Collected data entries:
━━━━━━━━━━
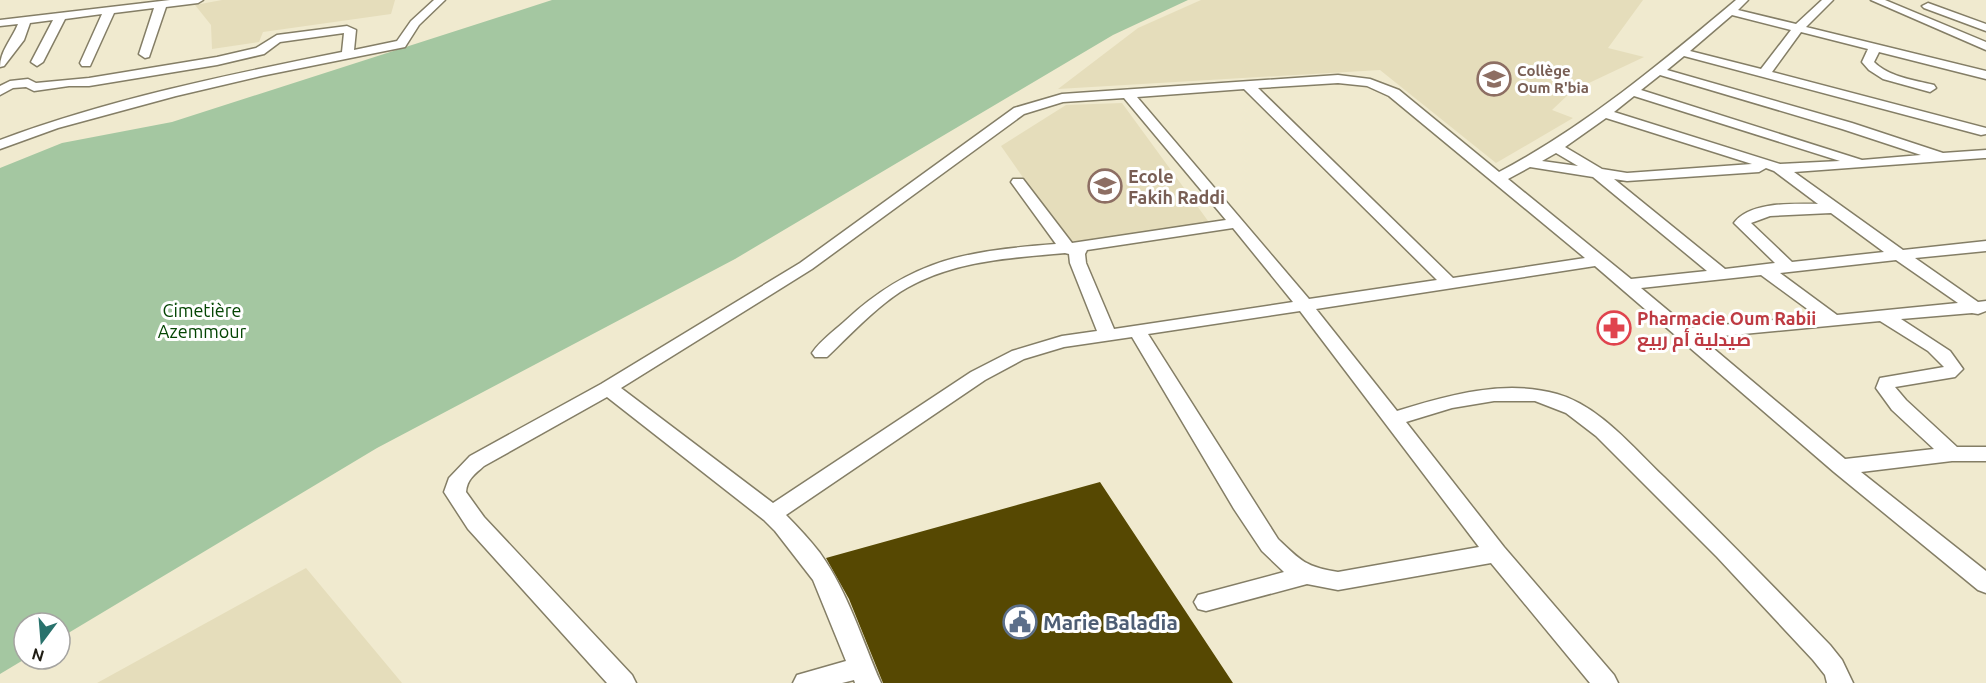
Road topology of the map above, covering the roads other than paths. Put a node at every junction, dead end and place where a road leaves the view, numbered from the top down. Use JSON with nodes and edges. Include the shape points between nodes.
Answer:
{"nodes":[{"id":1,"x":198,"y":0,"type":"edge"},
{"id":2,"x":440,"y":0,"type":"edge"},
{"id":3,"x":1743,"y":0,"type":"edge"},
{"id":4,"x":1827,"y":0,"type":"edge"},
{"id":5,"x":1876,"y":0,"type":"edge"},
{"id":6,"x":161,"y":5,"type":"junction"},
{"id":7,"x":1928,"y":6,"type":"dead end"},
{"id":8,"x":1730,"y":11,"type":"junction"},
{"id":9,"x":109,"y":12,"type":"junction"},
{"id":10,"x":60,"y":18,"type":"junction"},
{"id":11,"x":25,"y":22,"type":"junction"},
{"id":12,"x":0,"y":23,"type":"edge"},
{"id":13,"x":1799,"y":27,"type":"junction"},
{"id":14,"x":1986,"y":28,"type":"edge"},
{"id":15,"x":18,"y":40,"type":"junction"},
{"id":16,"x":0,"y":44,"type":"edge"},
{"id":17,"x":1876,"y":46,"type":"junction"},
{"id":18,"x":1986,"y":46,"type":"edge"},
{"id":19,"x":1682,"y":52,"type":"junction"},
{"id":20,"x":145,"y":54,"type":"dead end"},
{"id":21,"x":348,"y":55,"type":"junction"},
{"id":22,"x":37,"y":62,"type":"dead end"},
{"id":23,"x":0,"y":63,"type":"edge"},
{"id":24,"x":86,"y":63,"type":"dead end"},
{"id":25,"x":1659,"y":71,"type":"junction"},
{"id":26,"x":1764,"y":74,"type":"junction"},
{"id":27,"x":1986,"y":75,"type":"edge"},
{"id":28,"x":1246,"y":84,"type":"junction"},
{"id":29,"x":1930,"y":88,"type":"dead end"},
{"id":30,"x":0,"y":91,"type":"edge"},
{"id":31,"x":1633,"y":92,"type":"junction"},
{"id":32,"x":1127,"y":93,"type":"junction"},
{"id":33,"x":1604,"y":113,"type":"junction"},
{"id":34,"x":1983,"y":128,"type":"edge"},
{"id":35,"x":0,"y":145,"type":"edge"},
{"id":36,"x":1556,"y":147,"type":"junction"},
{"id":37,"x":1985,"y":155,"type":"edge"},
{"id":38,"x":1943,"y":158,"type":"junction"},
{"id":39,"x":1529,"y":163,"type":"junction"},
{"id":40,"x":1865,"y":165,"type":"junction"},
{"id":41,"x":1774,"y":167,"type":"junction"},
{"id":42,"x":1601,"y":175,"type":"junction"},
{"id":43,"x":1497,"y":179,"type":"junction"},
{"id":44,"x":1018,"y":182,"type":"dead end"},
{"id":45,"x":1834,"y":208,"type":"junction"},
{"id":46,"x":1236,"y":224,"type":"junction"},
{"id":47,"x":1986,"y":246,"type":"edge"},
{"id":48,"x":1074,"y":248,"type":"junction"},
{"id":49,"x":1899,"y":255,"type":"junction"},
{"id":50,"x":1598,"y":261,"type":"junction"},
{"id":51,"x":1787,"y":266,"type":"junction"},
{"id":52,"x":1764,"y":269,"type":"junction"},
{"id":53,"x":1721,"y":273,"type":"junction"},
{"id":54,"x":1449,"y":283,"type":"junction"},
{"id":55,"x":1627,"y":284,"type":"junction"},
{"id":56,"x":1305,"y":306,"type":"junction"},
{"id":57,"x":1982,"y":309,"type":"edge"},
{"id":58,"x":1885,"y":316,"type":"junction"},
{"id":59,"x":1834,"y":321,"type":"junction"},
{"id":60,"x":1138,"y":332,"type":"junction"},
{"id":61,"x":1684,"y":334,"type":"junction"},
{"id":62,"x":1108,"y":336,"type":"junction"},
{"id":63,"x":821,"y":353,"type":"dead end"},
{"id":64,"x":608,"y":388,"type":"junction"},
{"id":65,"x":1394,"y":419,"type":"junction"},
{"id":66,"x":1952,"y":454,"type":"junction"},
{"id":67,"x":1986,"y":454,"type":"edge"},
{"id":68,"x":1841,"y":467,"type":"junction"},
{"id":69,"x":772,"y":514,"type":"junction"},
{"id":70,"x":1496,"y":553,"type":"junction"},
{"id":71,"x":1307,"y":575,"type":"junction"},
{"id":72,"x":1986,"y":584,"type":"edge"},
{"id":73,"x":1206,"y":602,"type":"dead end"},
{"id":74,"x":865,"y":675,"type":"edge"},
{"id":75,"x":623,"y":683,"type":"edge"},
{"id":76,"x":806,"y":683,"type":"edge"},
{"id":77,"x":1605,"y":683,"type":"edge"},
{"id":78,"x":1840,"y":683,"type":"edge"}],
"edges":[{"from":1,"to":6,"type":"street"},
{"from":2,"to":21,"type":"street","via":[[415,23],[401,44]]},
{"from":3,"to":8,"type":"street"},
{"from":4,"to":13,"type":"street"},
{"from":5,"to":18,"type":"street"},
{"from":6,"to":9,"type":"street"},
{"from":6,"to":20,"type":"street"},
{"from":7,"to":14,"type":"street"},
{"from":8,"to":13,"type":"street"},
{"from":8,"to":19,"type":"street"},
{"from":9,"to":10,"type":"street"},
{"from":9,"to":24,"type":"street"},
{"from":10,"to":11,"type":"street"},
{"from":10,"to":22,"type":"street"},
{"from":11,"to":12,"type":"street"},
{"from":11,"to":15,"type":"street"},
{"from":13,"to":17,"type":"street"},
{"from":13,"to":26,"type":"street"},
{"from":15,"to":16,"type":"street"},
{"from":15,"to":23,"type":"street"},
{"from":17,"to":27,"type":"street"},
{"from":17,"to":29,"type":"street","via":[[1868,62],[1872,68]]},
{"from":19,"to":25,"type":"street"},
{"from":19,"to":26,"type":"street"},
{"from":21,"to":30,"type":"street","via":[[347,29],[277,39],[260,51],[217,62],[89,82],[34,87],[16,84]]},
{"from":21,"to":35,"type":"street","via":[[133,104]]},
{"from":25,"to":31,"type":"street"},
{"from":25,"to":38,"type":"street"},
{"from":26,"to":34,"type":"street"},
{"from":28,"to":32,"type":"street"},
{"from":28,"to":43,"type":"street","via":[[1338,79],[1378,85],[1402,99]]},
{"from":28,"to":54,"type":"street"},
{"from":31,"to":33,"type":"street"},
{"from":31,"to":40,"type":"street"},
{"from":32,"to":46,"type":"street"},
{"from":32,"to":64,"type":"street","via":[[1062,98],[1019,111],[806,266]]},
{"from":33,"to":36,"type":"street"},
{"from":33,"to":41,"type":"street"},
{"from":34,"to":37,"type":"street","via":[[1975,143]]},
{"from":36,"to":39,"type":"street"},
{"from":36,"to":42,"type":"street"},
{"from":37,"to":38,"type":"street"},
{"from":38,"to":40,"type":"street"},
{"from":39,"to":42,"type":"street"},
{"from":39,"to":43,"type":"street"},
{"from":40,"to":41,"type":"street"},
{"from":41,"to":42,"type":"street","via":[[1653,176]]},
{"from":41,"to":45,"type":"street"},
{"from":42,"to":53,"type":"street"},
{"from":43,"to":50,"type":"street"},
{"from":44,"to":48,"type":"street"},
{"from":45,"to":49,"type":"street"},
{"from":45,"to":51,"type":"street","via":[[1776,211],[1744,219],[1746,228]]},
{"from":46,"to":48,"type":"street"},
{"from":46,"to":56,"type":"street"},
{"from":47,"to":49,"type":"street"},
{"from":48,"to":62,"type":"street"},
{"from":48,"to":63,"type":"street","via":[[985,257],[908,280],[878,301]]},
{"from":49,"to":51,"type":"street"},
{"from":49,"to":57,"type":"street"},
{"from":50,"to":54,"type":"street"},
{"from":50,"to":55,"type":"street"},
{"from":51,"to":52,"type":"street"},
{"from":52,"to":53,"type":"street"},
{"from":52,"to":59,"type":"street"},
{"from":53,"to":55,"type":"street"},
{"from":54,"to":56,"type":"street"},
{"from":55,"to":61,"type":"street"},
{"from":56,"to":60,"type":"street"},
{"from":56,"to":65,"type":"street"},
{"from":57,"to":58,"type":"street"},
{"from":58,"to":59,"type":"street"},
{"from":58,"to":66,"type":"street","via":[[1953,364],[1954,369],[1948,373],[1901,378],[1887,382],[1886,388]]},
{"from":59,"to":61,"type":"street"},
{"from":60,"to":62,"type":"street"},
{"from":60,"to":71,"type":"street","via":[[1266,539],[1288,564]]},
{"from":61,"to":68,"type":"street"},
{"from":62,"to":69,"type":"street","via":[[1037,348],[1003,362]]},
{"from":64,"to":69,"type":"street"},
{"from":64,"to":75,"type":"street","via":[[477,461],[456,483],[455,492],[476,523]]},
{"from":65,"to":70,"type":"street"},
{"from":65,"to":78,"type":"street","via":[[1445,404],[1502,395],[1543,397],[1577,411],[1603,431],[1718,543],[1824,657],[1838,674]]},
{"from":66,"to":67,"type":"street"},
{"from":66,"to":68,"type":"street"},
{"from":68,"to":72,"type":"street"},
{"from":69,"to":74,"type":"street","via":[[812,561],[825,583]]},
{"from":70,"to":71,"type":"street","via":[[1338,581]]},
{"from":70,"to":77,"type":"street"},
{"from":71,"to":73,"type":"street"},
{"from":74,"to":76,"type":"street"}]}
━━━━━━━━━━
**Description of the task:** Reproduce each line of the records in which the word "edges" appears.

**Response box:**
Road topology of the map above, covering the roads other than paths. Put a node at every junction, dead end and place where a road leaves the view, numbered from the top down. Use JSON with nodes and edges. Include the shape points between nodes.
"edges":[{"from":1,"to":6,"type":"street"},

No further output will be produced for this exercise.